MAPUTO – The Global Fund and health partners in Mozambique today launched the implementation of six grants aimed at accelerating the end of HIV, tuberculosis and malaria as epidemics.
The new grants will support the reduction of rates of malaria death and sickness by 40 percent by 2022 compared with 2015. The grants also aim to contribute to the reduction of new HIV infections and HIV-related deaths by 40 percent and TB death rates by 50 percent by 2020. Additionally, the resources will support improvement of efforts to find missing cases of TB.
The grants, worth US$515 million, will cover the implementation period 2018-2020 and will be implemented by the Mozambique’s Ministry of Health, and civil society organizations.
Mozambique’s partnership with the global health partners over the years has achieved great impact. Since 2013, the partnership has implemented a rapid expansion of HIV treatment, increasing number of people on antiretroviral therapy from 300,000 in 2012 to over 1,000,000 in 2017 and distributed more than 16 million mosquito nets between 2016 and 2017. As for TB, the Global Fund partnership successfully treated more than 73,000 people in 2016.

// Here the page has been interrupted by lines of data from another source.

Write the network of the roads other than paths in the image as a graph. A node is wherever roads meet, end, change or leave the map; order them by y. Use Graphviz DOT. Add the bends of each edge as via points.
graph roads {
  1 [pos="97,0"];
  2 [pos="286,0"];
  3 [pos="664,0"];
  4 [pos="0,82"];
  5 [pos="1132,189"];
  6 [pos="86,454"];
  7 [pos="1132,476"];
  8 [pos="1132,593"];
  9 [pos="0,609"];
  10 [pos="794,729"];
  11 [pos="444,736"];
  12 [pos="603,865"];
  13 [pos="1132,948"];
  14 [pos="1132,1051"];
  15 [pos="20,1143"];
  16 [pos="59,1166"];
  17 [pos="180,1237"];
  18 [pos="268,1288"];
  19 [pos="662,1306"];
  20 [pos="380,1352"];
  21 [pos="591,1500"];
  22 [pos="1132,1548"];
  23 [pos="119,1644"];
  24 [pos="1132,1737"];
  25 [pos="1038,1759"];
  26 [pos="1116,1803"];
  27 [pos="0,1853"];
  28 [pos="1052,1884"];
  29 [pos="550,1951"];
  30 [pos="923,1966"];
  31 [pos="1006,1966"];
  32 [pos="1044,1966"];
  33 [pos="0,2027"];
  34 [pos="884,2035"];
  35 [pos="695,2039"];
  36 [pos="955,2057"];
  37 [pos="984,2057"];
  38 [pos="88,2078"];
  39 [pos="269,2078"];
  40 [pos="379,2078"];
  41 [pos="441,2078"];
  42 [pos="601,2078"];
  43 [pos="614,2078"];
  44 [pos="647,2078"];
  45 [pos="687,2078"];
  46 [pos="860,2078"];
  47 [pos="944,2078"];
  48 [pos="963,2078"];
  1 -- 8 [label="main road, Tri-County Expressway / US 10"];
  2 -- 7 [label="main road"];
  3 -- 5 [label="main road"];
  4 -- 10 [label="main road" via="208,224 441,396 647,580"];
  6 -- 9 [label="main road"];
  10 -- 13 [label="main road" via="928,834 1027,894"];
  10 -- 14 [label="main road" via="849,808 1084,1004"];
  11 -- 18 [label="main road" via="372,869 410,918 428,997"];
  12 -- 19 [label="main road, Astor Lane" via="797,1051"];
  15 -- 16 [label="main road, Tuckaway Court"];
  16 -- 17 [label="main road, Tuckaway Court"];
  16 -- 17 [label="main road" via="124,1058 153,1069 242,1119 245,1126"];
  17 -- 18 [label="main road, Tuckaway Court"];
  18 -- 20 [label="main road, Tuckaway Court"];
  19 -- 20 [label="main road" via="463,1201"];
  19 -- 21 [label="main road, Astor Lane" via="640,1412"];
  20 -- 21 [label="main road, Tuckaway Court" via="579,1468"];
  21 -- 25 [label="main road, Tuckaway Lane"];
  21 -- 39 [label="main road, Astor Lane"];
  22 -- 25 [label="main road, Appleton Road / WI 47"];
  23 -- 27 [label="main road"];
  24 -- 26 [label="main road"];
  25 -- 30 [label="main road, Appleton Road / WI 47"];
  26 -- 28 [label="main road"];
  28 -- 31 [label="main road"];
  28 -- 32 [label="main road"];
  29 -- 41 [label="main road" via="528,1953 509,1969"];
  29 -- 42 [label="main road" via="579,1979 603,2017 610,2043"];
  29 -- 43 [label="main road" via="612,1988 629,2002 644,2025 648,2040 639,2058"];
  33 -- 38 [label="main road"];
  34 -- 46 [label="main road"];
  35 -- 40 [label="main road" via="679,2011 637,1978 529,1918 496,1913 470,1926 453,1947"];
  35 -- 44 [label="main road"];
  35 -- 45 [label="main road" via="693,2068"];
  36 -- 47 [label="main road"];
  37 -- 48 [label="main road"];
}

Nazira Abdula, the Minister for Health in Mozambique, said: “Support from the Global Fund, which goes back to 2002, has been fundamental in fighting HIV, tuberculosis and malaria in Mozambique. We have made significant progress against these diseases and reiterate our commitment to manage these funds efficiently for better health of our population.”

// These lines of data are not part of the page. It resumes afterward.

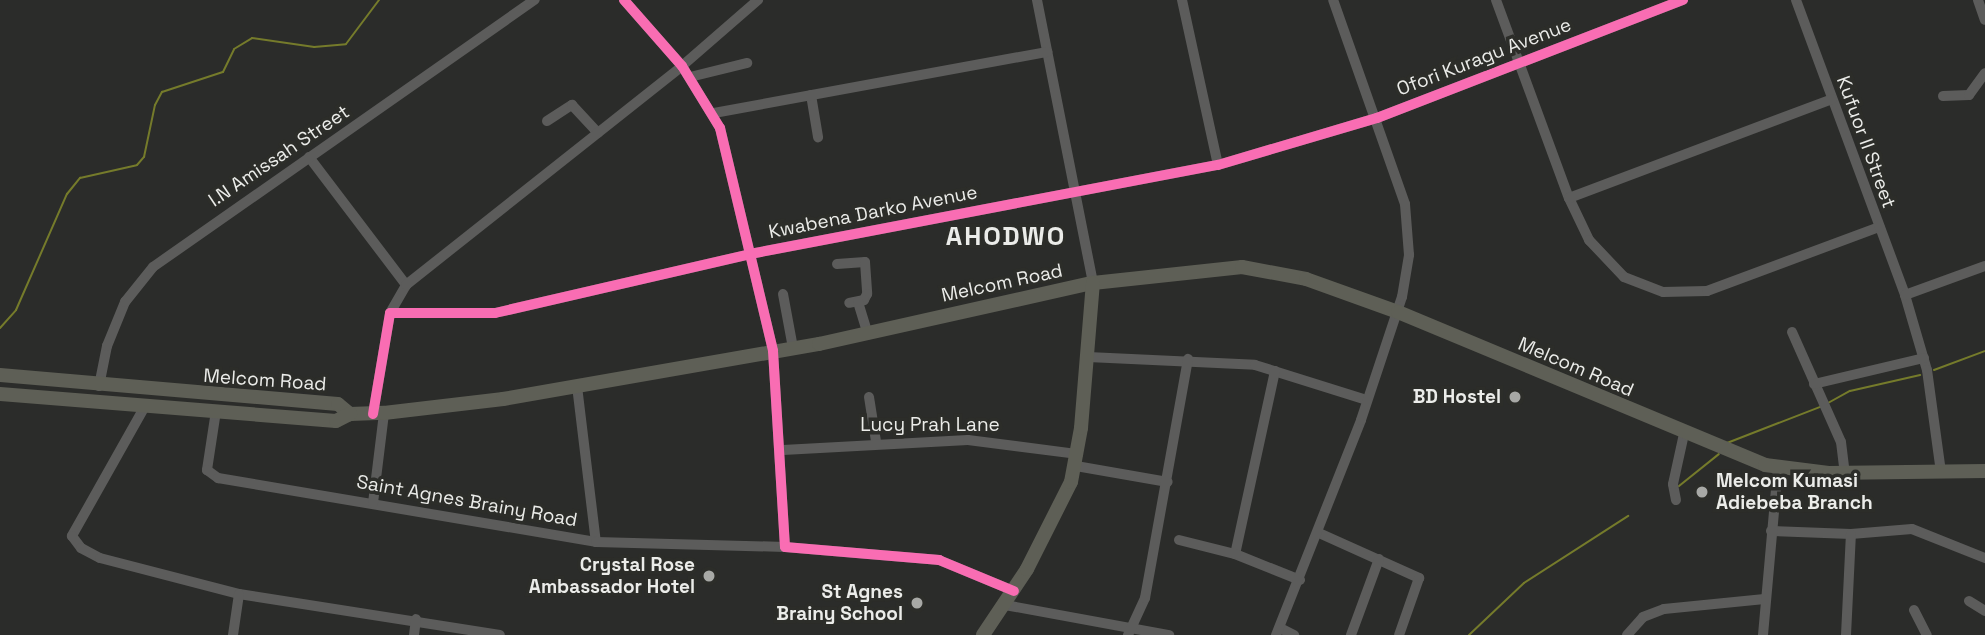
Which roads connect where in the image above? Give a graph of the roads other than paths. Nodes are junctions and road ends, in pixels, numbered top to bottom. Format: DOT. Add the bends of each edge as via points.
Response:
graph roads {
  1 [pos="535,0"];
  2 [pos="624,0"];
  3 [pos="758,0"];
  4 [pos="1037,0"];
  5 [pos="1182,0"];
  6 [pos="1333,0"];
  7 [pos="1496,0"];
  8 [pos="1683,0"];
  9 [pos="1796,0"];
  10 [pos="1979,0"];
  11 [pos="1985,20"];
  12 [pos="1047,52"];
  13 [pos="747,63"];
  14 [pos="1518,63"];
  15 [pos="682,66"];
  16 [pos="1985,73"];
  17 [pos="690,77"];
  18 [pos="810,95"];
  19 [pos="1943,96"];
  20 [pos="1832,99"];
  21 [pos="714,113"];
  22 [pos="1377,118"];
  23 [pos="547,121"];
  24 [pos="598,132"];
  25 [pos="818,137"];
  26 [pos="309,157"];
  27 [pos="1218,165"];
  28 [pos="1078,192"];
  29 [pos="1569,198"];
  30 [pos="1879,228"];
  31 [pos="750,254"];
  32 [pos="837,264"];
  33 [pos="1985,266"];
  34 [pos="1093,284"];
  35 [pos="406,285"];
  36 [pos="783,294"];
  37 [pos="1905,296"];
  38 [pos="1398,312"];
  39 [pos="390,313"];
  40 [pos="1792,332"];
  41 [pos="868,334"];
  42 [pos="793,348"];
  43 [pos="773,351"];
  44 [pos="1088,357"];
  45 [pos="1924,358"];
  46 [pos="1188,359"];
  47 [pos="1276,371"];
  48 [pos="0,375"];
  49 [pos="1814,384"];
  50 [pos="99,386"];
  51 [pos="577,386"];
  52 [pos="152,391"];
  53 [pos="0,394"];
  54 [pos="869,397"];
  55 [pos="1367,400"];
  56 [pos="144,408"];
  57 [pos="216,411"];
  58 [pos="378,413"];
  59 [pos="350,414"];
  60 [pos="1684,434"];
  61 [pos="876,441"];
  62 [pos="783,450"];
  63 [pos="1077,460"];
  64 [pos="1778,468"];
  65 [pos="1985,471"];
  66 [pos="1941,472"];
  67 [pos="1845,473"];
  68 [pos="1168,482"];
  69 [pos="1676,500"];
  70 [pos="373,503"];
  71 [pos="1772,531"];
  72 [pos="1319,533"];
  73 [pos="1851,534"];
  74 [pos="1179,540"];
  75 [pos="596,541"];
  76 [pos="785,547"];
  77 [pos="1235,554"];
  78 [pos="1985,558"];
  79 [pos="1379,559"];
  80 [pos="1300,580"];
  81 [pos="1014,591"];
  82 [pos="239,594"];
  83 [pos="1765,599"];
  84 [pos="1969,601"];
  85 [pos="1005,605"];
  86 [pos="1914,610"];
  87 [pos="1985,611"];
  88 [pos="416,619"];
  89 [pos="1130,632"];
  90 [pos="1278,632"];
  91 [pos="233,635"];
  92 [pos="414,635"];
  93 [pos="500,635"];
  94 [pos="984,635"];
  95 [pos="1169,635"];
  96 [pos="1294,635"];
  97 [pos="1351,635"];
  98 [pos="1398,635"];
  99 [pos="1627,635"];
  100 [pos="1763,635"];
  101 [pos="1846,635"];
  102 [pos="1927,635"];
  1 -- 26 [label="street, I.N Amissah Street"];
  2 -- 15 [label="street"];
  3 -- 15 [label="street"];
  4 -- 12 [label="street"];
  5 -- 27 [label="street"];
  6 -- 22 [label="street"];
  7 -- 14 [label="street"];
  8 -- 14 [label="street, Ofori Kuragu Avenue"];
  9 -- 20 [label="street, Kufuor II Street"];
  10 -- 11 [label="street"];
  12 -- 18 [label="street"];
  12 -- 28 [label="street"];
  13 -- 17 [label="street"];
  14 -- 22 [label="street, Ofori Kuragu Avenue"];
  14 -- 29 [label="street"];
  15 -- 17 [label="street"];
  15 -- 24 [label="street"];
  16 -- 19 [label="street" via="1969,95"];
  17 -- 21 [label="street"];
  18 -- 21 [label="street"];
  18 -- 25 [label="street"];
  20 -- 29 [label="street"];
  20 -- 30 [label="street, Kufuor II Street"];
  21 -- 31 [label="street"];
  22 -- 27 [label="street, Kwabena Darko Avenue"];
  22 -- 38 [label="street" via="1409,221 1406,276"];
  23 -- 24 [label="street" via="572,105"];
  24 -- 35 [label="street"];
  26 -- 35 [label="street"];
  26 -- 50 [label="street, I.N Amissah Street" via="153,267 125,302 107,346"];
  27 -- 28 [label="street, Kwabena Darko Avenue"];
  28 -- 31 [label="street, Kwabena Darko Avenue"];
  28 -- 34 [label="street"];
  29 -- 30 [label="street" via="1589,240 1609,264 1638,284 1676,293 1707,290"];
  30 -- 37 [label="street, Kufuor II Street"];
  31 -- 39 [label="street, Kwabena Darko Avenue" via="495,313"];
  31 -- 43 [label="street"];
  32 -- 41 [label="street" via="864,262 867,294 854,302"];
  33 -- 37 [label="street"];
  34 -- 38 [label="main road, Melcom Road" via="1242,267 1306,279"];
  34 -- 41 [label="main road, Melcom Road"];
  34 -- 44 [label="main road"];
  35 -- 39 [label="street"];
  36 -- 42 [label="street"];
  37 -- 45 [label="street, Kufuor II Street"];
  38 -- 55 [label="street"];
  38 -- 60 [label="main road, Melcom Road"];
  39 -- 58 [label="street"];
  40 -- 49 [label="street"];
  41 -- 42 [label="main road, Melcom Road"];
  42 -- 43 [label="main road, Melcom Road"];
  43 -- 51 [label="main road, Melcom Road"];
  43 -- 62 [label="street"];
  44 -- 46 [label="street"];
  44 -- 63 [label="main road"];
  45 -- 49 [label="street"];
  45 -- 66 [label="street, Kufuor II Street"];
  46 -- 47 [label="street"];
  46 -- 68 [label="street"];
  47 -- 55 [label="street"];
  47 -- 77 [label="street"];
  48 -- 50 [label="main road, Melcom Road"];
  49 -- 67 [label="street" via="1843,448"];
  50 -- 52 [label="main road, Melcom Road"];
  51 -- 58 [label="main road, Melcom Road"];
  51 -- 75 [label="street"];
  52 -- 56 [label="main road"];
  52 -- 59 [label="main road, Melcom Road" via="338,404"];
  53 -- 56 [label="main road"];
  54 -- 61 [label="street"];
  55 -- 72 [label="street"];
  56 -- 57 [label="main road"];
  56 -- 82 [label="street" via="72,536 100,558"];
  57 -- 59 [label="main road" via="336,421"];
  57 -- 70 [label="street, Saint Agnes Brainy Road" via="207,458 211,475"];
  58 -- 59 [label="main road, Melcom Road"];
  58 -- 70 [label="street"];
  60 -- 64 [label="main road, Melcom Road"];
  60 -- 69 [label="street" via="1672,484"];
  61 -- 62 [label="street, Lucy Prah Lane"];
  61 -- 63 [label="street, Lucy Prah Lane" via="989,441"];
  62 -- 76 [label="street"];
  63 -- 68 [label="street, Lucy Prah Lane"];
  63 -- 81 [label="main road" via="1055,518"];
  64 -- 67 [label="main road, Melcom Road"];
  64 -- 71 [label="street"];
  65 -- 66 [label="main road, Melcom Road"];
  66 -- 67 [label="main road, Melcom Road"];
  68 -- 89 [label="street" via="1145,598"];
  70 -- 75 [label="street, Saint Agnes Brainy Road"];
  71 -- 73 [label="street"];
  71 -- 83 [label="street"];
  72 -- 79 [label="street"];
  72 -- 80 [label="street"];
  73 -- 78 [label="street" via="1919,530"];
  73 -- 101 [label="street"];
  74 -- 77 [label="street"];
  75 -- 76 [label="street, Saint Agnes Brainy Road"];
  76 -- 81 [label="street, Saint Agnes Brainy Road" via="939,560"];
  77 -- 80 [label="street"];
  79 -- 97 [label="street"];
  79 -- 98 [label="street" via="1420,580"];
  80 -- 90 [label="street"];
  81 -- 85 [label="main road"];
  82 -- 88 [label="street"];
  82 -- 91 [label="street"];
  83 -- 99 [label="street" via="1664,609 1643,617"];
  83 -- 100 [label="street"];
  84 -- 87 [label="street"];
  85 -- 89 [label="street"];
  85 -- 94 [label="main road"];
  86 -- 102 [label="street"];
  88 -- 92 [label="street"];
  88 -- 93 [label="street"];
  89 -- 95 [label="street"];
  90 -- 96 [label="street"];
}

Bishop Dom Dinis Sengulane, a representative from the Mozambican civil society, said: “We will work in coordination with government agencies at all levels to form a united front in the fight against the three diseases.”
Dean Pittman, the U.S. Ambassador in Mozambique, said: “The United States is committed to this fight and to the sustained and sustainable investments required to ensure that we achieve the ambitious goals we all agree are necessary. It is imperative that all of us – the Government of Mozambique, civil society organizations, and bilateral and multilateral donors – continue to intensify and implement the commitments of our resources. It is equally important that we continue to do so in a coordinated way to ensure that each dollar invested in this fight is used most effectively.”
“Mozambique has made remarkable progress against HIV, tuberculosis and malaria in the last decade,” said Linden Morrison, Head of the Global Fund’s High Impact Africa II Department “That impact is a result of the great efforts by the people of Mozambique in partnership with global health partners. Together, we can end these diseases as epidemics in Mozambique by 2030.”